Reputation: 15
I got some problem with my code. First of all,i it's, I think, a double code, as one is a set of the functions, which are used for the main code which is a nested for loop, smth like this:
hijos <- function(con, clasification, element){
example <- sprintf("(select hcodniv2 from (select pcodniv1, hcodniv1, pcodniv2, hcodniv2, level from stock.clasificaciones where pcodniv1=%d and hcodniv1=pcodniv1 start with pcodniv2=%d connect by prior hcodniv2=pcodniv2)) minus (select pcodniv2 from (select pcodniv1, hcodniv1, pcodniv2, hcodniv2, level from stock.clasificaciones where pcodniv1=%d and hcodniv1=pcodniv1 start with pcodniv2=%d connect by prior hcodniv2=pcodniv2))", clasification, element, clasification, element)

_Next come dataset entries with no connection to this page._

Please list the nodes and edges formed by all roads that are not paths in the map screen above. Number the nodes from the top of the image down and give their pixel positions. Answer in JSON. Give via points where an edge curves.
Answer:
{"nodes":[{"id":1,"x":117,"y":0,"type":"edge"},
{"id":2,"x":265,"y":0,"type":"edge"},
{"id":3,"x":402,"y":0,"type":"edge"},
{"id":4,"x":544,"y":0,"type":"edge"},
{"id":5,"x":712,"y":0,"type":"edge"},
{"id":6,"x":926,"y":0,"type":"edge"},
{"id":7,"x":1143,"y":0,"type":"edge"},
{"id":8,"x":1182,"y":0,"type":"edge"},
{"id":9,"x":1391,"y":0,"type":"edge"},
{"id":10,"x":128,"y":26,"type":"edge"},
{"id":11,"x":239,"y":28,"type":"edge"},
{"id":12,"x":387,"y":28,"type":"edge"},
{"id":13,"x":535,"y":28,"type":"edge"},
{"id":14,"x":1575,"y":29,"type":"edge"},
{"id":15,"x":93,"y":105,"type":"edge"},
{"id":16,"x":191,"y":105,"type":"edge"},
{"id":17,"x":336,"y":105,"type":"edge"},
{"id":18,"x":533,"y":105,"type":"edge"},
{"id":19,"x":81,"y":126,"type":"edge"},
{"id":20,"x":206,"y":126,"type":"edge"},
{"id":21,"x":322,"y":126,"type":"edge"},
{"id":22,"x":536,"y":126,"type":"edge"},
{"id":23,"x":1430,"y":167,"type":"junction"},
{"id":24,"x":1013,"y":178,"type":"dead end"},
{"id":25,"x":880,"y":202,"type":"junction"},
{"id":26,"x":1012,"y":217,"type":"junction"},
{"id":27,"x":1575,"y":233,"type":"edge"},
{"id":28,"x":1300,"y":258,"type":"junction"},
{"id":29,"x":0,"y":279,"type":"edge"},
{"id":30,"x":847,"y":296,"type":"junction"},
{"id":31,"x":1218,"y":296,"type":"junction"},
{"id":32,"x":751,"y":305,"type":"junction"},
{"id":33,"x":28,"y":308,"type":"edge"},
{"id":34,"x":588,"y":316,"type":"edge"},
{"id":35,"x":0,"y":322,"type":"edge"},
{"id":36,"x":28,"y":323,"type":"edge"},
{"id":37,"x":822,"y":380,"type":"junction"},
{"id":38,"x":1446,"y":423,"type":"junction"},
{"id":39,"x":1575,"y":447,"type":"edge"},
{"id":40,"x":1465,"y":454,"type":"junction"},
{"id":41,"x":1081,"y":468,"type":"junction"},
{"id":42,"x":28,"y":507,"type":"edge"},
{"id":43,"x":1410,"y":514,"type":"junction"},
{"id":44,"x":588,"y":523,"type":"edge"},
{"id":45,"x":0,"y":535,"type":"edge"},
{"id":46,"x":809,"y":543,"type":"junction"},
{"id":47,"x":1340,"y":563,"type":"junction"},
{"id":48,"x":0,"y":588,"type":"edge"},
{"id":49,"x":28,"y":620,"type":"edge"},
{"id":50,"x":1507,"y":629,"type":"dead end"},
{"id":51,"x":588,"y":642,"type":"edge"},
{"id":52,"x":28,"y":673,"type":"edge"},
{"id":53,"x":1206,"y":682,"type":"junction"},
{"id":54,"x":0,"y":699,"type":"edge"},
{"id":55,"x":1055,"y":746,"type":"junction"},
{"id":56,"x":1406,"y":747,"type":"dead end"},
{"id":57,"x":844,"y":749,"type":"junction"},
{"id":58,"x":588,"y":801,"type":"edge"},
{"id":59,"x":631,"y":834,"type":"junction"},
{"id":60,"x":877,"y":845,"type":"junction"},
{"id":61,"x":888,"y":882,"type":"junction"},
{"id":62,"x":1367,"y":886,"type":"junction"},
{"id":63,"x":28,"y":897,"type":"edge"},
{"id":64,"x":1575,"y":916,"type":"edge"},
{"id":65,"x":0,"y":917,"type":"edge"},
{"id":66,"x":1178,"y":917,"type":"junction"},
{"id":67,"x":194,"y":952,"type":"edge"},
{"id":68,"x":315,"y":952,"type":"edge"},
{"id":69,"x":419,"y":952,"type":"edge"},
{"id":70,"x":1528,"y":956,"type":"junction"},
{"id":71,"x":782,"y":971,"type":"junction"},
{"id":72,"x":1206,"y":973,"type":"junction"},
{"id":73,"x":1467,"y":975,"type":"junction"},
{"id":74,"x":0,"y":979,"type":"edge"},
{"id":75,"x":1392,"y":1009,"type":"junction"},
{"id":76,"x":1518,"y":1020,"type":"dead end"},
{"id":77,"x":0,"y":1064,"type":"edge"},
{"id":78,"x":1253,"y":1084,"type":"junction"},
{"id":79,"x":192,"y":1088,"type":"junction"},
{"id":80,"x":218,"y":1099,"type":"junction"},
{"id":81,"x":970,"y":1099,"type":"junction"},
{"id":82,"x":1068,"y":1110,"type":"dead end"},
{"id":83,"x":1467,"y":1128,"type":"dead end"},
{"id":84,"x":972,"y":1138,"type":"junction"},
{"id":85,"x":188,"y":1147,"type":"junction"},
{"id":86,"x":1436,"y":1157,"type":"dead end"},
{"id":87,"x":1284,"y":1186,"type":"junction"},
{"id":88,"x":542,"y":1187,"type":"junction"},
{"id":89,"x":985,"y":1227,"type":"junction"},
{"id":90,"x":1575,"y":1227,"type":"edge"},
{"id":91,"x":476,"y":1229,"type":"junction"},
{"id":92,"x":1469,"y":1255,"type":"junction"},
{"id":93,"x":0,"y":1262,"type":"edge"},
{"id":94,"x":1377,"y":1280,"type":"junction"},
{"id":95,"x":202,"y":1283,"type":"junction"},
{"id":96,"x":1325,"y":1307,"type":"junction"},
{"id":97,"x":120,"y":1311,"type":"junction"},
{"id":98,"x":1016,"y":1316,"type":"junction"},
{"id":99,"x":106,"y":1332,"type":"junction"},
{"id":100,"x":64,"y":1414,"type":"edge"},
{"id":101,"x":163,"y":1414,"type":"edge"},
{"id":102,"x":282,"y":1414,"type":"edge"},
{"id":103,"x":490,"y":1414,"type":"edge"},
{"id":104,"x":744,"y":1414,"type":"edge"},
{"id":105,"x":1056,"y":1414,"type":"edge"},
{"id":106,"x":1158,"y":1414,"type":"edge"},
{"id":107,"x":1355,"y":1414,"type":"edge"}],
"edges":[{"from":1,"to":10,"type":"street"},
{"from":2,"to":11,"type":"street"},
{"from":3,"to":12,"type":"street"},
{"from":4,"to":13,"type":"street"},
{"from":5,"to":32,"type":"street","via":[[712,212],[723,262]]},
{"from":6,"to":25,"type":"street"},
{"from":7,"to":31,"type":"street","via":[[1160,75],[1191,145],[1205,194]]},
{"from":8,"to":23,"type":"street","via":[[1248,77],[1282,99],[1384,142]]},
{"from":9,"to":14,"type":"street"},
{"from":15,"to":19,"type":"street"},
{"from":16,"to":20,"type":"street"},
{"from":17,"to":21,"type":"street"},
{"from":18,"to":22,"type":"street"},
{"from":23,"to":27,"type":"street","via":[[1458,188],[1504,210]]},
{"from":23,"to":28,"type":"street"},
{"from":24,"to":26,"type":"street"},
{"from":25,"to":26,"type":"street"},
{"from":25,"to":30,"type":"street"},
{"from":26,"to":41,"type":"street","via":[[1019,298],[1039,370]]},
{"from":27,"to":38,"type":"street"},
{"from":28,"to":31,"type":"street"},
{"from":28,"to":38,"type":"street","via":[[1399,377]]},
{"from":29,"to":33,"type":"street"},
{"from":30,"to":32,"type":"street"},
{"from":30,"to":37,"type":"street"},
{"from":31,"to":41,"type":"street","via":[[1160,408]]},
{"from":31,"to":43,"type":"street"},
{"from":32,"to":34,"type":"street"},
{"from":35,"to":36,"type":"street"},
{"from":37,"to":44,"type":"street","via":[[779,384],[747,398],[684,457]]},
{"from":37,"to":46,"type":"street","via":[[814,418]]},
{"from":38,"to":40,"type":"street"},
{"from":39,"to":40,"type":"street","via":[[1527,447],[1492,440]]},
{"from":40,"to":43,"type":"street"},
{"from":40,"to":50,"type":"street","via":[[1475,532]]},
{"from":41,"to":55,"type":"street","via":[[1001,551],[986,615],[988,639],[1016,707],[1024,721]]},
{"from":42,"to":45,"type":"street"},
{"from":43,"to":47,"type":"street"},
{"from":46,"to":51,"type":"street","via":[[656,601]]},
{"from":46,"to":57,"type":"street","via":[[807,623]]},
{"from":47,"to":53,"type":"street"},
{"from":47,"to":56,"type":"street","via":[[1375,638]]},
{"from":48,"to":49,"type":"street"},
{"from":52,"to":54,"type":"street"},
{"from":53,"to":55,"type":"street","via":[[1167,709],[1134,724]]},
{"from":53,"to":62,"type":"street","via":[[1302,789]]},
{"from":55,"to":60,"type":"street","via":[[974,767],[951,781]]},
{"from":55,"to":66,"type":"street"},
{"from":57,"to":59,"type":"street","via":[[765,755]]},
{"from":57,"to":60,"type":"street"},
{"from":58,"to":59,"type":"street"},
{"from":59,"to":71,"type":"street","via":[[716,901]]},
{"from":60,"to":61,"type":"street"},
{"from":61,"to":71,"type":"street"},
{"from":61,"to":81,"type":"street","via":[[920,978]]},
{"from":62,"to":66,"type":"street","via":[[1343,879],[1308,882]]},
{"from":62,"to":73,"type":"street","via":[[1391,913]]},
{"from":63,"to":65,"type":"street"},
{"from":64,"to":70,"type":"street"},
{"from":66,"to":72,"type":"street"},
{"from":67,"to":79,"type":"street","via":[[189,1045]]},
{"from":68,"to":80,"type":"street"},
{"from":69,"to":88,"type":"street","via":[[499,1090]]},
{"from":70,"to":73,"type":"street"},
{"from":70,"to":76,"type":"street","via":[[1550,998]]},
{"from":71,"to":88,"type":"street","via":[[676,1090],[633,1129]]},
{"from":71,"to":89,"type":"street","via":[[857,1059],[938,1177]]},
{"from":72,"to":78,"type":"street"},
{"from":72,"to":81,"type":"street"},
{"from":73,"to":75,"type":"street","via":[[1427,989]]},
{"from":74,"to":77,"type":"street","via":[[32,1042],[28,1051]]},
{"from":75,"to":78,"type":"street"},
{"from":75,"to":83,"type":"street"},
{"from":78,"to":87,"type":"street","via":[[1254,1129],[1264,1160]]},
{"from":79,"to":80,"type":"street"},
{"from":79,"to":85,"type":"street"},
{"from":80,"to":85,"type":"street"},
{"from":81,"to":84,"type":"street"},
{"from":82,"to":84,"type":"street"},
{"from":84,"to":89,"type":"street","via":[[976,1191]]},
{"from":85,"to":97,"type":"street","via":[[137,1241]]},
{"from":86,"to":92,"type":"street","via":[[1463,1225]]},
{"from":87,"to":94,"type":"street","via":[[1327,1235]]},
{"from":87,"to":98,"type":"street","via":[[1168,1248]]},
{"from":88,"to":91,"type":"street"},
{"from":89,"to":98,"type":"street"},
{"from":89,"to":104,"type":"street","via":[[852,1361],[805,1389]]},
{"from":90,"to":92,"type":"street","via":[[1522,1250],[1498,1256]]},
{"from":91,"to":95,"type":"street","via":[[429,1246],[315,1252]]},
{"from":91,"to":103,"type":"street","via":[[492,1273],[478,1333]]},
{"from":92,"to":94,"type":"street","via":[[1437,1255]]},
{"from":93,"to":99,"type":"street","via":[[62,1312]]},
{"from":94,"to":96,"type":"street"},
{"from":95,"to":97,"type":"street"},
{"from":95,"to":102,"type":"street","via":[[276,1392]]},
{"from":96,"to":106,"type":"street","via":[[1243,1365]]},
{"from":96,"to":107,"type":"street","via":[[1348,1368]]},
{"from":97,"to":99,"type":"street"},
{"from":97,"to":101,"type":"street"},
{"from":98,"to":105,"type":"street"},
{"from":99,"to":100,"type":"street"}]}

codhijos <- dbSendQuery(con, example)
hijos_df <- fetch(codhijos, n=-1)
if (length(hijos_df$HCODNIV2) == 0) {
hijos_df <- data.frame("HCODNIV2" = element)
}
dbClearResult(codhijos)
hijos_df
}
hijos_string <- function(con, clasification, element) {
df1 <- hijos(con, clasification, element)
df1 <- paste(df1$HCODNIV2,collapse=",")
df1
}
resultado <- function(datos_inversion, classProduct, classBranch, year, product, branch, df1, df2) {
year_1 = year - 1
df5 <- sqldf(sprintf("select * from datos_inversion where CODUNIDAD = 76 and CODNIV1 = 9 and CODNIV2 = %d and CODNIV4 = %d and ANYO = %d and CODNIV3 in (%s) and CODNIV5 in (%s)",classProduct, classBranch, year_1, df1, df2))
df4 <- sqldf(sprintf("select * from datos_inversion where CODUNIDAD = 54 and CODNIV1 = 9 and CODNIV2 = %d and CODNIV4 = %d and ANYO = %d and CODNIV3 in (%s) and CODNIV5 in (%s)",classProduct, classBranch, year_1, df1, df2))
df3 <- sqldf(sprintf("select * from datos_inversion where CODUNIDAD = 54 and CODNIV1 = 9 and CODNIV2 = %d and CODNIV4 = %d and ANYO = %d and CODNIV3 in (%s) and CODNIV5 in (%s)",classProduct, classBranch, year, df1, df2))
df2 <- sqldf(sprintf("select * from datos_inversion where CODUNIDAD = 76 and CODNIV1 = 9 and CODNIV2 = %d and CODNIV4 = %d and ANYO = %d and CODNIV3 in (%s) and CODNIV5 in (%s)",classProduct, classBranch, year, df1, df2))
df7 <- sqldf(sprintf("select * from datos_inversion where CODUNIDAD = 54 and CODNIV1 = 9 and CODNIV2 = %d and CODNIV4 = %d and ANYO = %d and CODNIV3 = %d and CODNIV5= %d",classProduct, classBranch, year, product, branch))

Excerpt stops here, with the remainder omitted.